** INFORMATION GIVEN **
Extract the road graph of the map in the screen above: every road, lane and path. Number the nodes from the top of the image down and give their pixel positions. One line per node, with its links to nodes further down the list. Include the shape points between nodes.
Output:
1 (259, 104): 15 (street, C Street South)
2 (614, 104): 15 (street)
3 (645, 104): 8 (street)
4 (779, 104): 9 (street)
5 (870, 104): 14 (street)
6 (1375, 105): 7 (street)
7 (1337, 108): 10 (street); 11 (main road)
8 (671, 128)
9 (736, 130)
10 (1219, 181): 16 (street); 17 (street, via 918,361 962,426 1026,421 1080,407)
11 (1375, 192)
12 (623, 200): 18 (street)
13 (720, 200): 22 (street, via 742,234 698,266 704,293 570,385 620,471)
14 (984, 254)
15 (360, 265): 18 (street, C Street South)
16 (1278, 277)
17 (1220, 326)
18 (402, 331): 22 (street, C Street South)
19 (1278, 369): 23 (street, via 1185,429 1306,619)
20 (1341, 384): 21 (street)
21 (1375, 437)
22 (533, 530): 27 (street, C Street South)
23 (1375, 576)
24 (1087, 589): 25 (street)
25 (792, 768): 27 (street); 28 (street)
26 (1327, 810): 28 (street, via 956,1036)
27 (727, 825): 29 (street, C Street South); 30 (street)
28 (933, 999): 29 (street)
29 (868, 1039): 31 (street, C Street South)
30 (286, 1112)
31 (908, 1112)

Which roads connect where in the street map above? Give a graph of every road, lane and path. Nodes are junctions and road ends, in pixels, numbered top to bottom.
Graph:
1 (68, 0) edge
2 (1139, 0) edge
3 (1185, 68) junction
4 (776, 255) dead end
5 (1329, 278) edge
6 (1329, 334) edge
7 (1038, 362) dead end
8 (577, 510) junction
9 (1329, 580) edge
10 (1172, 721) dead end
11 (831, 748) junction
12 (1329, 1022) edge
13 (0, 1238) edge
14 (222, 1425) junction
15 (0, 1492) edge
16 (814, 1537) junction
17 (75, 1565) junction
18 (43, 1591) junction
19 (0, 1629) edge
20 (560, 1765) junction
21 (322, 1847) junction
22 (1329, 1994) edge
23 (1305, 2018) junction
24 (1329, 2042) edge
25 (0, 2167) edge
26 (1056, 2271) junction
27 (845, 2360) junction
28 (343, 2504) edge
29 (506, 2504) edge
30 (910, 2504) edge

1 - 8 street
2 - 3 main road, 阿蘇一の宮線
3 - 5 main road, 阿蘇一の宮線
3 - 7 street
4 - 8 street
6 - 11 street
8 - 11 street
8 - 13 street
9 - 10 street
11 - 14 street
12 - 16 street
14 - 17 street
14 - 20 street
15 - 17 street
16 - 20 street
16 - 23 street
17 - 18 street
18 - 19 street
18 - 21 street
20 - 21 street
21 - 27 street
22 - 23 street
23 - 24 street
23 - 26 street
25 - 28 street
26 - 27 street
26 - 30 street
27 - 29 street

** ASSIGNED TASK **
Would you return the entries exactly as they stand?

** RESPONSE AREA **
Extract the road graph of the map in the screen above: every road, lane and path. Number the nodes from the top of the image down and give their pixel positions. One line per node, with its links to nodes further down the list. Include the shape points between nodes.
Output:
1 (259, 104): 15 (street, C Street South)
2 (614, 104): 15 (street)
3 (645, 104): 8 (street)
4 (779, 104): 9 (street)
5 (870, 104): 14 (street)
6 (1375, 105): 7 (street)
7 (1337, 108): 10 (street); 11 (main road)
8 (671, 128)
9 (736, 130)
10 (1219, 181): 16 (street); 17 (street, via 918,361 962,426 1026,421 1080,407)
11 (1375, 192)
12 (623, 200): 18 (street)
13 (720, 200): 22 (street, via 742,234 698,266 704,293 570,385 620,471)
14 (984, 254)
15 (360, 265): 18 (street, C Street South)
16 (1278, 277)
17 (1220, 326)
18 (402, 331): 22 (street, C Street South)
19 (1278, 369): 23 (street, via 1185,429 1306,619)
20 (1341, 384): 21 (street)
21 (1375, 437)
22 (533, 530): 27 (street, C Street South)
23 (1375, 576)
24 (1087, 589): 25 (street)
25 (792, 768): 27 (street); 28 (street)
26 (1327, 810): 28 (street, via 956,1036)
27 (727, 825): 29 (street, C Street South); 30 (street)
28 (933, 999): 29 (street)
29 (868, 1039): 31 (street, C Street South)
30 (286, 1112)
31 (908, 1112)

Which roads connect where in the street map above? Give a graph of every road, lane and path. Nodes are junctions and road ends, in pixels, numbered top to bottom.
Graph:
1 (68, 0) edge
2 (1139, 0) edge
3 (1185, 68) junction
4 (776, 255) dead end
5 (1329, 278) edge
6 (1329, 334) edge
7 (1038, 362) dead end
8 (577, 510) junction
9 (1329, 580) edge
10 (1172, 721) dead end
11 (831, 748) junction
12 (1329, 1022) edge
13 (0, 1238) edge
14 (222, 1425) junction
15 (0, 1492) edge
16 (814, 1537) junction
17 (75, 1565) junction
18 (43, 1591) junction
19 (0, 1629) edge
20 (560, 1765) junction
21 (322, 1847) junction
22 (1329, 1994) edge
23 (1305, 2018) junction
24 (1329, 2042) edge
25 (0, 2167) edge
26 (1056, 2271) junction
27 (845, 2360) junction
28 (343, 2504) edge
29 (506, 2504) edge
30 (910, 2504) edge

1 - 8 street
2 - 3 main road, 阿蘇一の宮線
3 - 5 main road, 阿蘇一の宮線
3 - 7 street
4 - 8 street
6 - 11 street
8 - 11 street
8 - 13 street
9 - 10 street
11 - 14 street
12 - 16 street
14 - 17 street
14 - 20 street
15 - 17 street
16 - 20 street
16 - 23 street
17 - 18 street
18 - 19 street
18 - 21 street
20 - 21 street
21 - 27 street
22 - 23 street
23 - 24 street
23 - 26 street
25 - 28 street
26 - 27 street
26 - 30 street
27 - 29 street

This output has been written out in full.